On October 20, I hit two events in Boulder. The first was in the
afternoon at Benchmark Storage Innovations (a provider of midrange
tape storage solutions) to celebrate their new headquarters. Among
those enjoying the food and wine were Jesse Aweida, who co-founded
both StorageTek and Benchmark, Lew Frauenfelder, Benchmark
president, and Steve Berens, executive director of marketing, who
recently came from IBM. Michael Moy, Benchmark advisory engineer,
and Stan Zemler, Boulder Chamber of Commerce president, were
talking about how they came to the rescue of the Boulder Star
(placed on Flagstaff Mountain in 1947 and turned on every Christmas
season since then). Turns out the star needed new wiring and they
got the job done. Never let it be said that Boulder is too cool to
care about tradition. And speaking of cool, Benchmark deserves
kudos for its neat souvenir: a business card-sized emergency kit
with letter opener, scissors, ruler, tweezers, toothpick, nail
file, pen, and straight pin. It's packaged in its own little
Victorinox Swiss Army metal box. Freebies come and go, but I'm
actually carrying this around in my wallet. Emergencies, data
backup. I get the connection.
About a hour later, I headed over to the monthly Hi-Tech Friday.
This month it was in Boulder at the Foundry, a popular bar and pool
hall where, a few days earlier, MTV held auditions for "Real World"

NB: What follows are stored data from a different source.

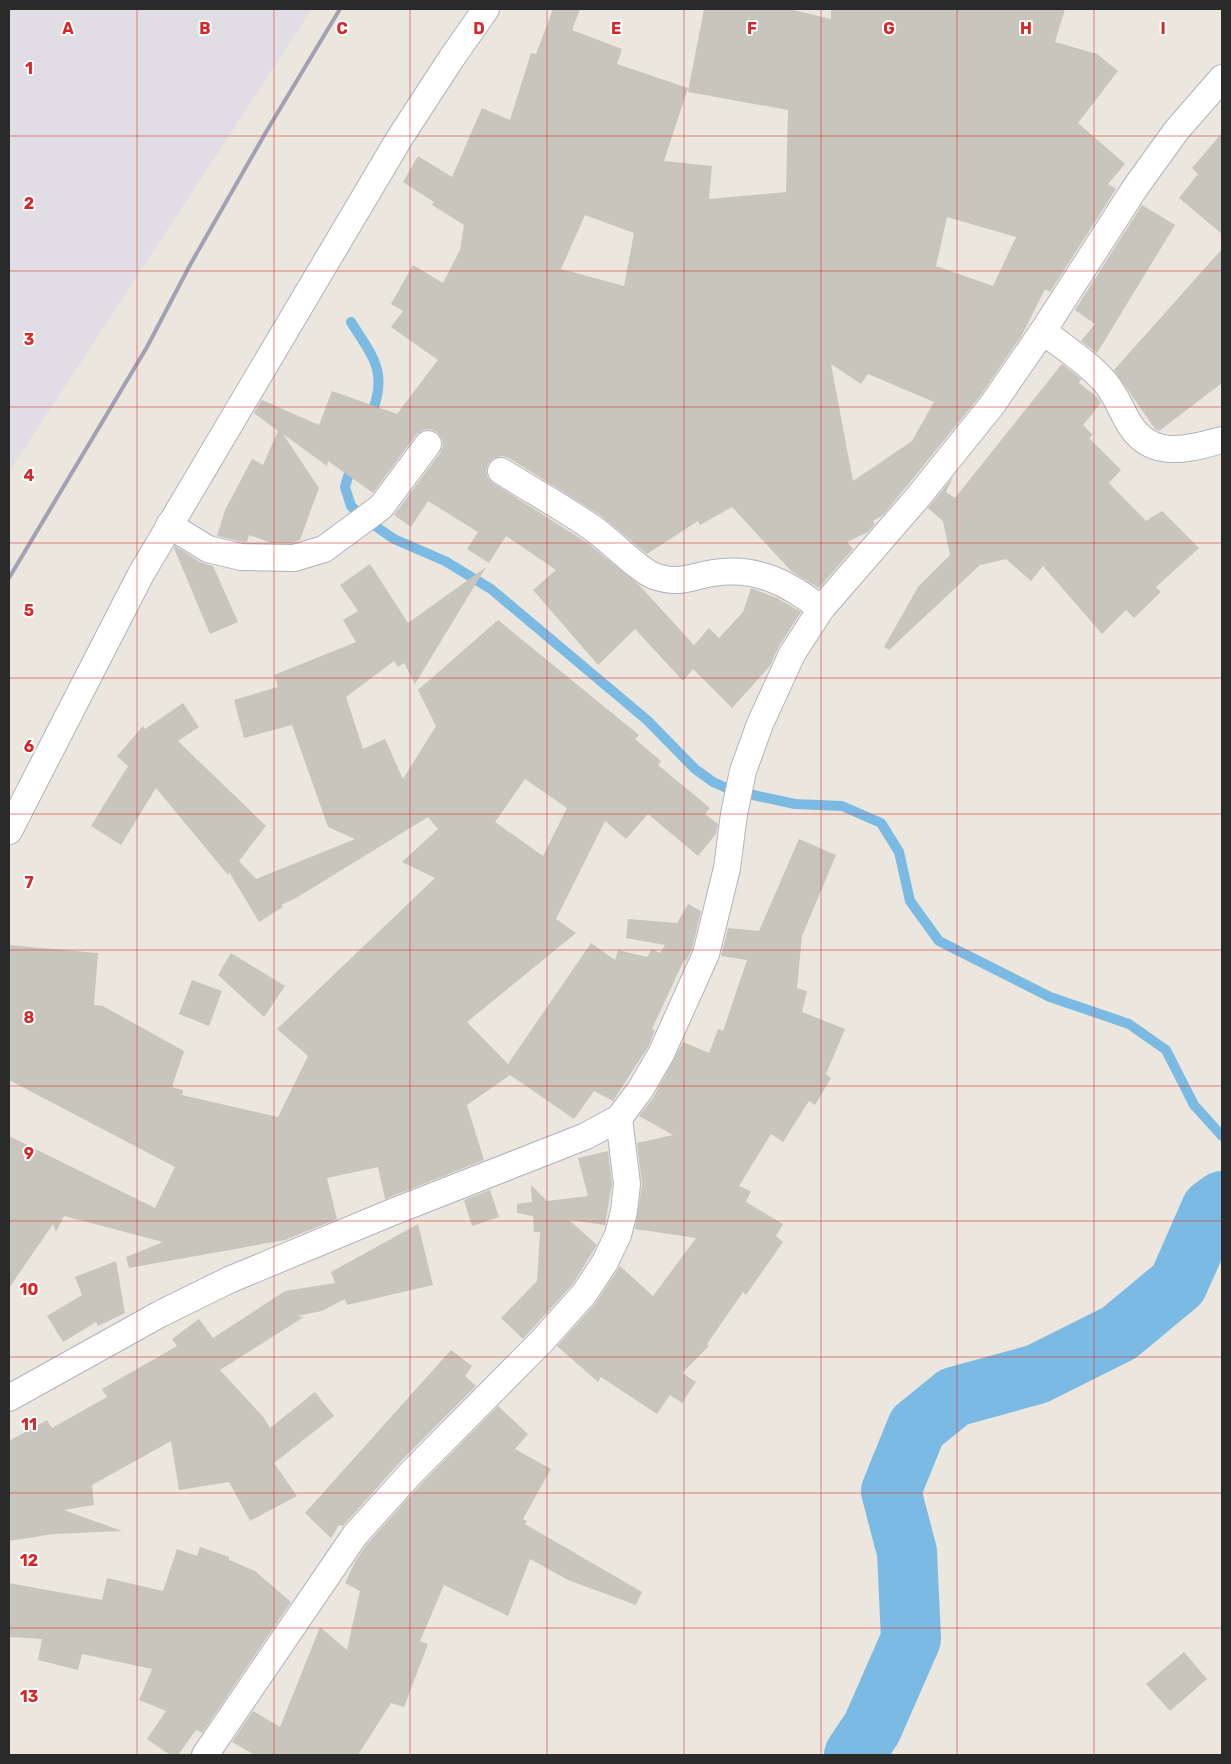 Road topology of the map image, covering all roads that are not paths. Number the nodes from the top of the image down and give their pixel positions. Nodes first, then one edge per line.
1 (486, 9) edge
2 (1222, 78) edge
3 (1044, 331) junction
4 (1222, 440) edge
5 (428, 444) dead end
6 (501, 471) dead end
7 (169, 525) junction
8 (821, 609) junction
9 (9, 831) edge
10 (619, 1118) junction
11 (9, 1398) edge
12 (205, 1755) edge

1 - 7 street
2 - 3 street
3 - 4 street
3 - 8 street
5 - 7 street
6 - 8 street
7 - 9 street
8 - 10 street
10 - 11 street
10 - 12 street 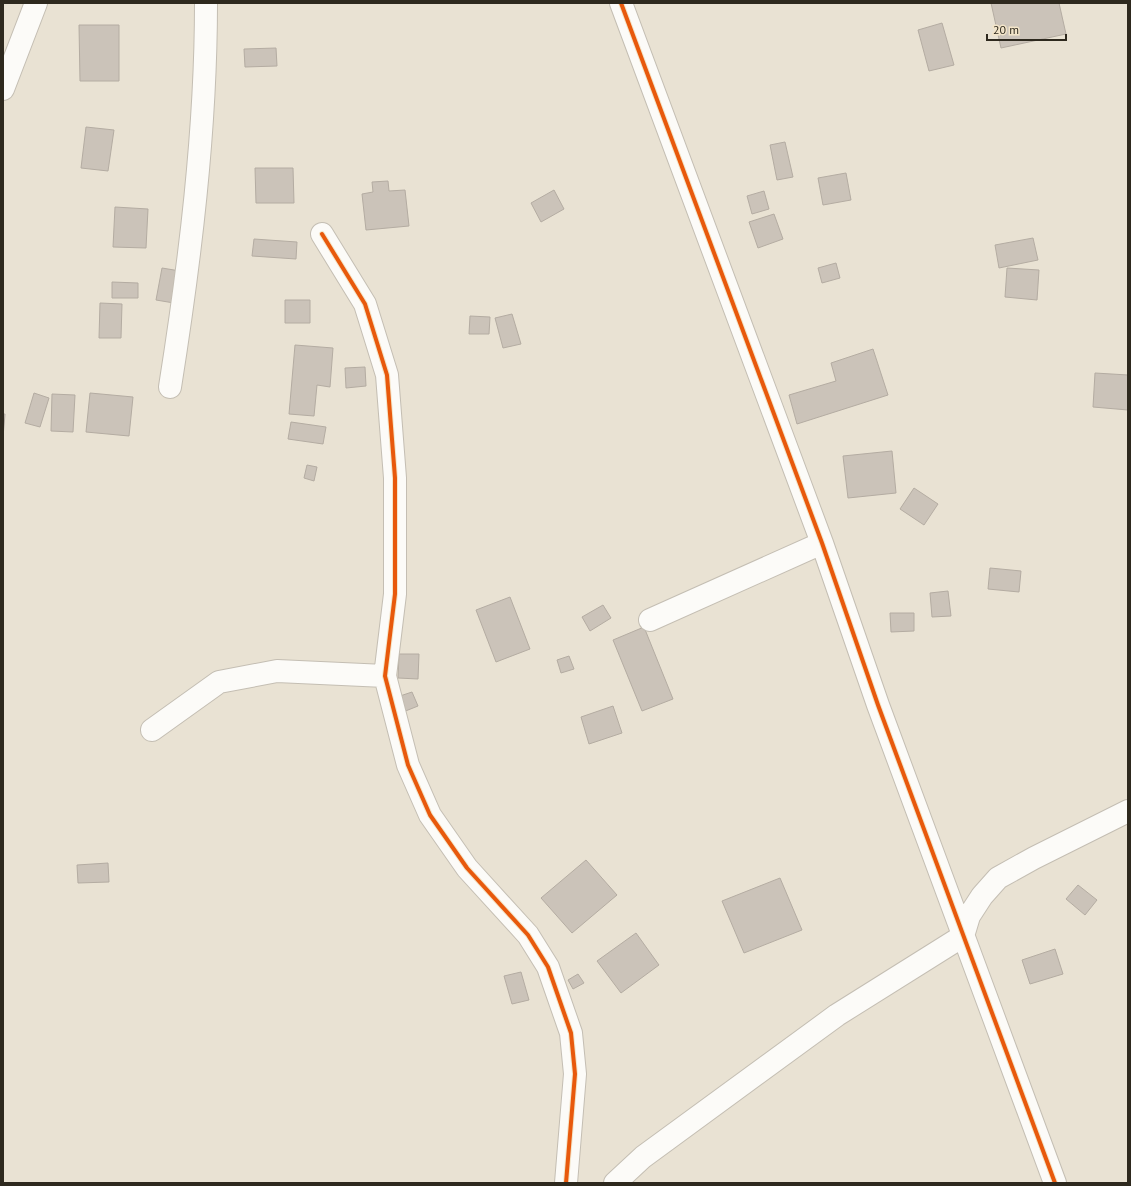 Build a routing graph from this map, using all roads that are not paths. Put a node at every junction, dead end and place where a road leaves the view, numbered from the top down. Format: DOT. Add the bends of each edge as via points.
graph roads {
  1 [pos="36,3"];
  2 [pos="206,3"];
  3 [pos="621,3"];
  4 [pos="3,89"];
  5 [pos="322,234"];
  6 [pos="170,387"];
  7 [pos="822,542"];
  8 [pos="650,620"];
  9 [pos="385,676"];
  10 [pos="152,730"];
  11 [pos="1128,812"];
  12 [pos="963,936"];
  13 [pos="566,1183"];
  14 [pos="615,1183"];
  15 [pos="1055,1183"];
  1 -- 4 [label="street"];
  2 -- 6 [label="street" via="206,60 199,153 184,303"];
  3 -- 7 [label="street"];
  5 -- 9 [label="street" via="364,304 387,375 395,478 395,594"];
  7 -- 8 [label="street"];
  7 -- 12 [label="street" via="878,705"];
  9 -- 10 [label="street" via="277,671 219,682"];
  9 -- 13 [label="street" via="408,765 430,815 467,868 528,935 548,966 571,1033 575,1074"];
  11 -- 12 [label="street" via="998,878 969,916"];
  12 -- 14 [label="street" via="837,1015 644,1157"];
  12 -- 15 [label="street"];
}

and "Road Rules," attracting more than 1000 hopefuls. Luckily, not
as many turned out for the tech event, though it was still packed.
FrogMagic was one of this month's sponsors and the frog was
partying hard, but I passed on kissing him. I preferred to chat
with Brad Dupee, VP of business development, and Anne Greenhaw,
directing of marketing communication, from Evoke (one of the
event's founding sponsors). We were comparing notes on life on the
East Coast versus here in Colorado and smugly concluded we had it
good. Lots of sunny weather and it only snows when we want it to.
And speaking of local lifestyles, I met Taylor Keen, founder and
CEO of the Boulder-based BlackShoulder.com, a website featuring
Native American art. Taylor is a member of the Cherokee Nation and
a Harvard Business School alum. I also had a chance to say hello to
John Robinson, a principal with ProMotif, an advertising and design
agency in Boulder. His company did a great job on the "Convergence
Corridor" multimedia presentation commissioned by the Metro Denver
Network. The freebie of the evening: a Hi-Tech Friday glass beer
On October 25, I checked out Catapult PR's open house to show off
their new Gunbarrel offices (which, for those of you unfamiliar
with the area, is a subdivision of Boulder out near IBM). The food
was excellent, especially the spring rolls. Hanging out near the
food table, I spent my time talking to Jay Bright, VP of marketing,
Daniel Twing, COO, and Erin Ramsey, sales and marketing coordinator
of NETdelivery, which provides secure electronic document delivery.
The message they want to get out is that the future of the
electronic post office starts with their technology. (In addition
to NETdelivery, Catapult has a number of other tech clients
including Agilent, Benchmark, Ereo, and Finali.) On a more
frivolous note, I also talked toys to David Warren, of David Warren
Designs, a Denver firm. (He's got a neat business card which
contains a miniature portfolio of his work.) We were discussing
Into the Wind, a wonderful Boulder store notable for its inspired
collection of low-tech toys. Speaking of which, each Catapult guest
received a Slinky.
Also going on that evening was the Internet Chamber of Commerce
meeting, held at the Denver Design Center. Executive director Terry
Freeman reports that more than 700 people showed up. I checked in
with Mike Gellman of SpireMedia to see what I missed. He told me a
furniture company was handing out good yo-yos.
The next day was chock full of networking opportunities, none of
which I was able to attend. In Boulder it all focused around the
Esprit Entrepreneur awards that the Boulder Chamber gives out each
year. In the morning, the Boulder Technology Incubator and the
Colorado Capital Alliance had a breakfast and panel on
entrepreneurship. In the afternoon, several local companies offered
tours. And in the evening, 720 people turned out at the Omni
Interlocken Resort in Broomfield to network, eat, drink, and watch
awards given to five companies, including several which are
Internet related: SiTera, Gold Systems, Bluemountain.com, and
Exodus Performance Optimization Solutions.
That same evening, ISP ViaWest held an open house in a tent outside
at its new $2 million co-location facility adjacent to the Pepsi
Center in Denver. Some 500 people toured the place, partied to the
Legendary 4-Nikators, munched on food from Mountain Thyme Catering,
and drank beer from that local institution, the Wynkoop Brewery.